Reading Challenges: the Pasttimes

Hello Readers!  Well, summer is drawing to a close, and we can now find our kids antsy to stay busy while we are looking for a break from the crazy summer activities we have endured.  For most of us, this is a month in which we are desperate for school to start so we can return to our normal routines while our children pray for summer to never end.  This is the perfect opportunity to introduce a new reading challenge to your kids: the Pasttimes.

What does the Pasttimes mean?  Simply put, these are favorite books from past writers that remain icons in literature today.  Books like Little Women, The Lord of the Rings trilogy (and The Hobbit and The Silmarillion), the Harry Potter series, the Chronicles of Narnia series, The Adventures of Tom Sawyer, The Adventures of Huckleberry Finn, and more.

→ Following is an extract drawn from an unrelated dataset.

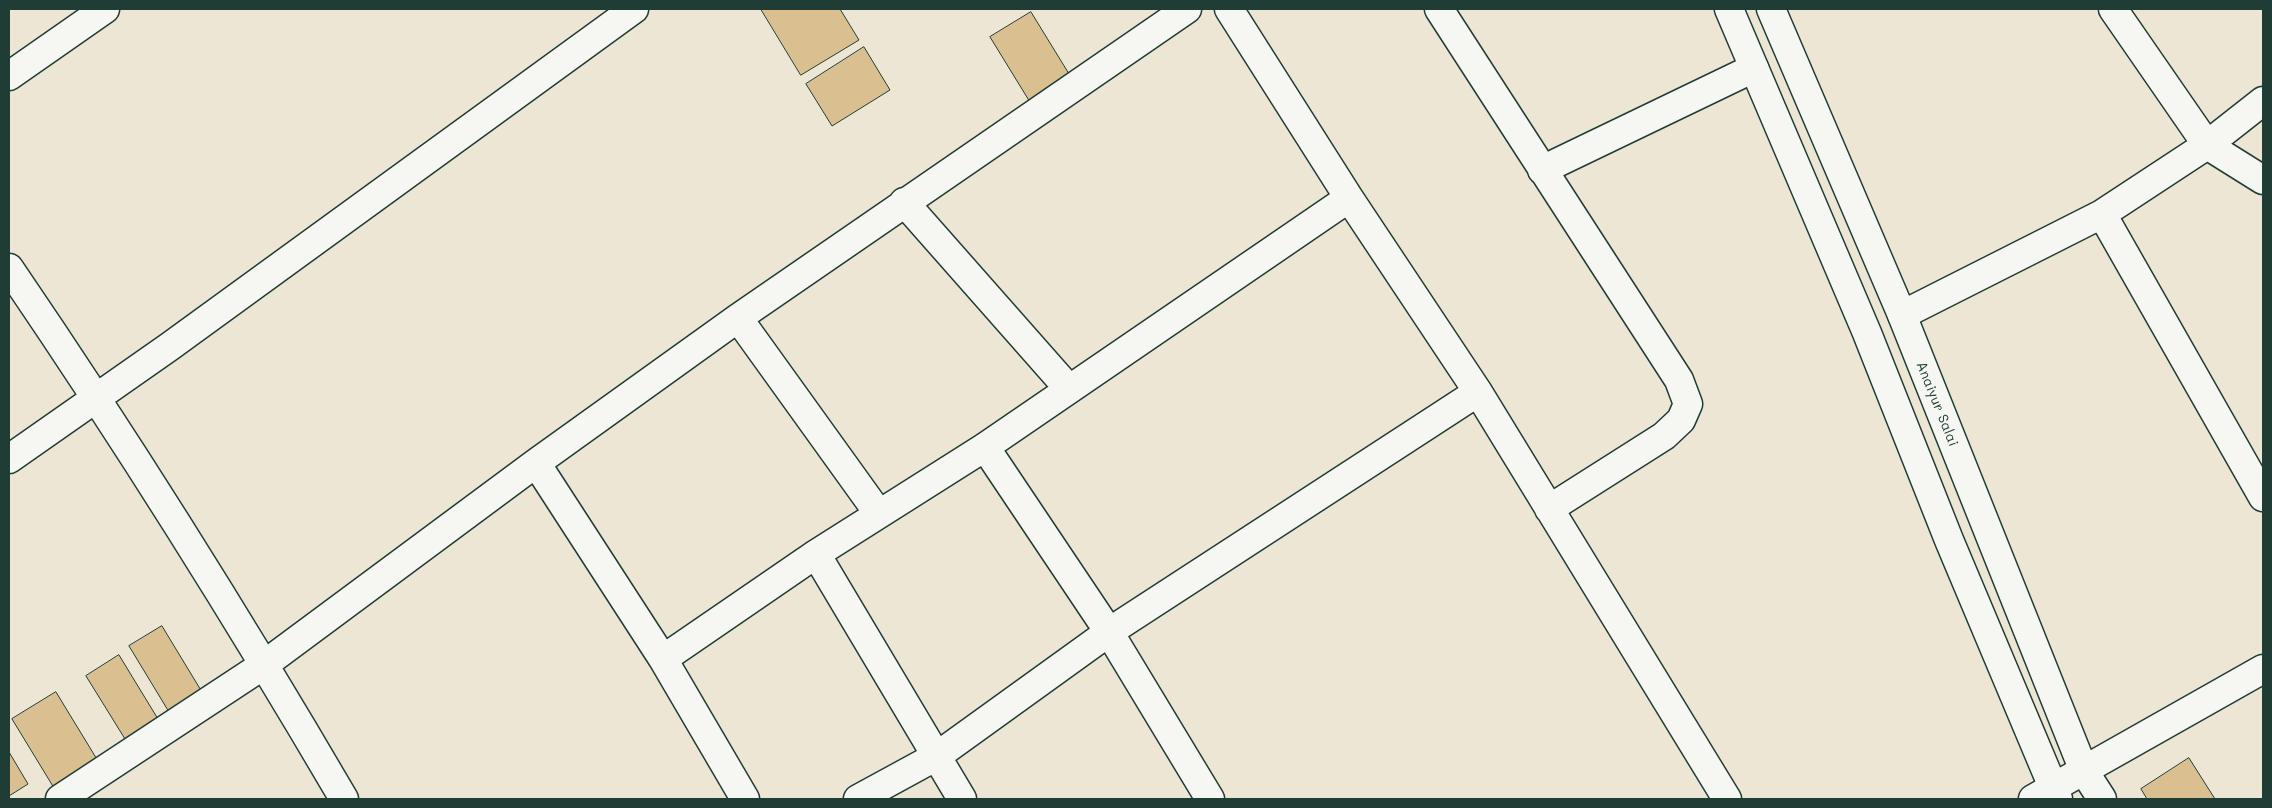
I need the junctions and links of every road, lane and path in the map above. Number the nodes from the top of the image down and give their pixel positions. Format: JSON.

These are books that have been considered classical literature masterpieces or are fondly remembered by people, including us parents.

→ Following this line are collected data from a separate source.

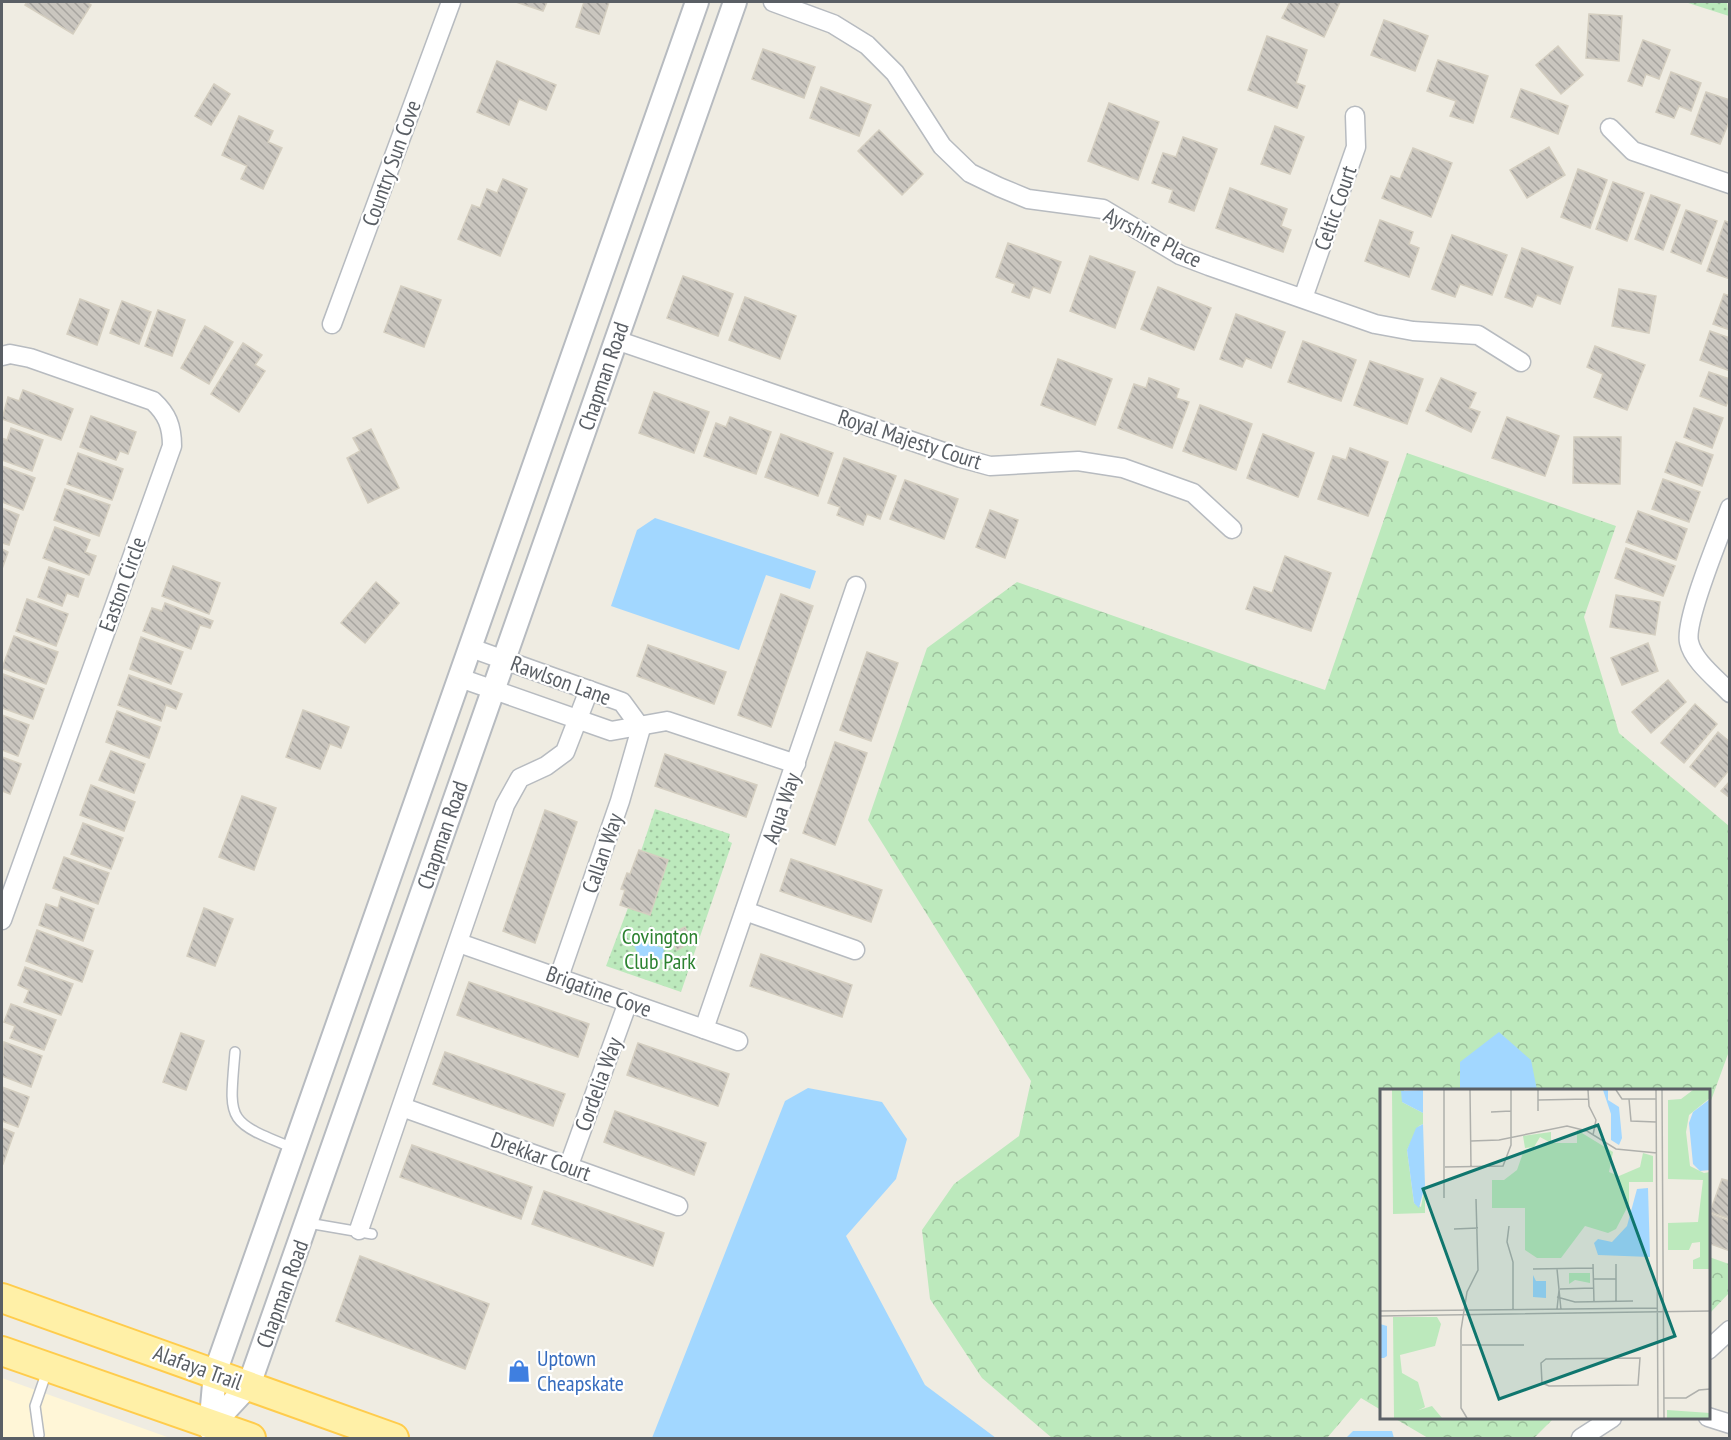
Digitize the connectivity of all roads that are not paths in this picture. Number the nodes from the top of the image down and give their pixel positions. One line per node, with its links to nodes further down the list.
1 (451, 2): 9 (street, Country Sun Cove)
2 (697, 2): 16 (street, Chapman Road)
3 (735, 2): 10 (street, Chapman Road)
4 (773, 2): 8 (street, Ayrshire Place)
5 (1356, 116): 8 (street, Celtic Court)
6 (1610, 128): 7 (street)
7 (1730, 184)
8 (1303, 298): 12 (street, Ayrshire Place)
9 (332, 324)
10 (616, 340): 14 (street, Royal Majesty Court); 17 (street, Chapman Road)
11 (2, 356): 26 (street, Easton Circle)
12 (1521, 362)
13 (1730, 508): 21 (street)
14 (1232, 529)
15 (856, 586): 24 (street, Aqua Way)
16 (471, 648): 17 (street, Rawlson Lane); 18 (street, Chapman Road)
17 (503, 659): 19 (street, Chapman Road); 20 (street, Rawlson Lane)
18 (460, 678): 19 (street, Rawlson Lane); 35 (street, Chapman Road)
19 (492, 689): 22 (street, Rawlson Lane); 38 (street, Chapman Road)
20 (589, 690): 22 (street); 23 (street, Rawlson Lane)
21 (1730, 693)
22 (579, 718): 23 (street, Rawlson Lane); 27 (street)
23 (641, 728): 24 (street, Rawlson Lane); 29 (street, Callan Way)
24 (796, 764): 25 (street, Aqua Way)
25 (745, 911): 28 (street); 31 (street, Aqua Way)
26 (2, 920)
27 (459, 943): 29 (street, Brigatine Cove); 34 (street)
28 (855, 950)
29 (559, 977): 30 (street, Brigatine Cove)
30 (628, 1002): 31 (street, Brigatine Cove); 36 (street, Cordelia Way)
31 (704, 1029): 32 (street, Brigatine Cove)
32 (738, 1041)
33 (236, 1052): 35 (lane)
34 (402, 1107): 36 (street, Drekkar Court); 39 (street)
35 (293, 1148): 45 (street, Chapman Road)
36 (569, 1165): 37 (street, Drekkar Court)
37 (678, 1206)
38 (308, 1223): 39 (lane); 46 (street, Chapman Road)
39 (365, 1232)
40 (2, 1298): 45 (main road, Alafaya Trail)
41 (1730, 1330): 42 (street)
42 (1710, 1348)
43 (2, 1351): 44 (main road)
44 (48, 1367): 50 (main road); 51 (lane)
45 (214, 1373): 46 (main road, Alafaya Trail); 50 (street, Chapman Road)
46 (249, 1386): 50 (street, Chapman Road); 54 (main road, Alafaya Trail)
47 (1710, 1418): 49 (street)
48 (1610, 1419): 55 (street)
49 (1730, 1424)
50 (209, 1432): 53 (main road)
51 (36, 1437): 52 (lane)
52 (49, 1438)
53 (251, 1438)
54 (394, 1438)
55 (1581, 1438)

So, here’s how this works.  First, list books that are considered classical masterpiece or are favorites from your own childhood that are age appropriate.  I wouldn’t recommend listing the Lord of the Rings for a six year old, but I might list Matilda or the Amelia Bedelia series for them.  Keep the list light yet challenging.  For younger kids (from the ages of six to eight), I would recommend about 1-2 books per week until school starts, plus 3 or 4 extra to challenge them.  For older kids (between ages nine and twelve), I would recommend at least one chapter book per week plus 2 or 3 extra to challenge them.  For preteens and young adults (ages thirteen to fifteen), I would recommend a longer series, such as Harry Potter, the Chronicles of Narnia, or the Lord of the Rings trilogy.  If you would prefer, you can list about seven chapter books of length–such as Anne of Green Gables, The Adventures of Tom Sawyer, and Little Women.  For older teens, I would challenge them to read at least one college-level novel per week, such as 1984 or Brave New World or The Jungle.

Then, take your kids to the library with their lists to find the books.  Let them pick out their books to read, and take them at least once a week.  You can set up a reward system if you want, such as a treat per book finished or a large gift/treat for completing a certain number of books from your challenge list, but I would not recommend using money as a reward. The purpose behind this is to encourage reading for the joy it brings and the enlightenment it provides to young readers.

Make sure you provide your kids with plenty of time to read each day, and make it a fun and encouraging time.  For example, you can set up a “reading camp” in your backyard with a quilt and some throw pillows. You can allow them to use nap time as “quiet reading” time instead.  You can even take them to the park for a picnic and reading time.  The sky is the limit on the different possibilities to make this reading challenge fun and encouraging for your kids.  As an added bonus, this will indirectly encourage your children to step away from their electronic devices without constantly nagging them or struggling with your kids to step away from the electronics.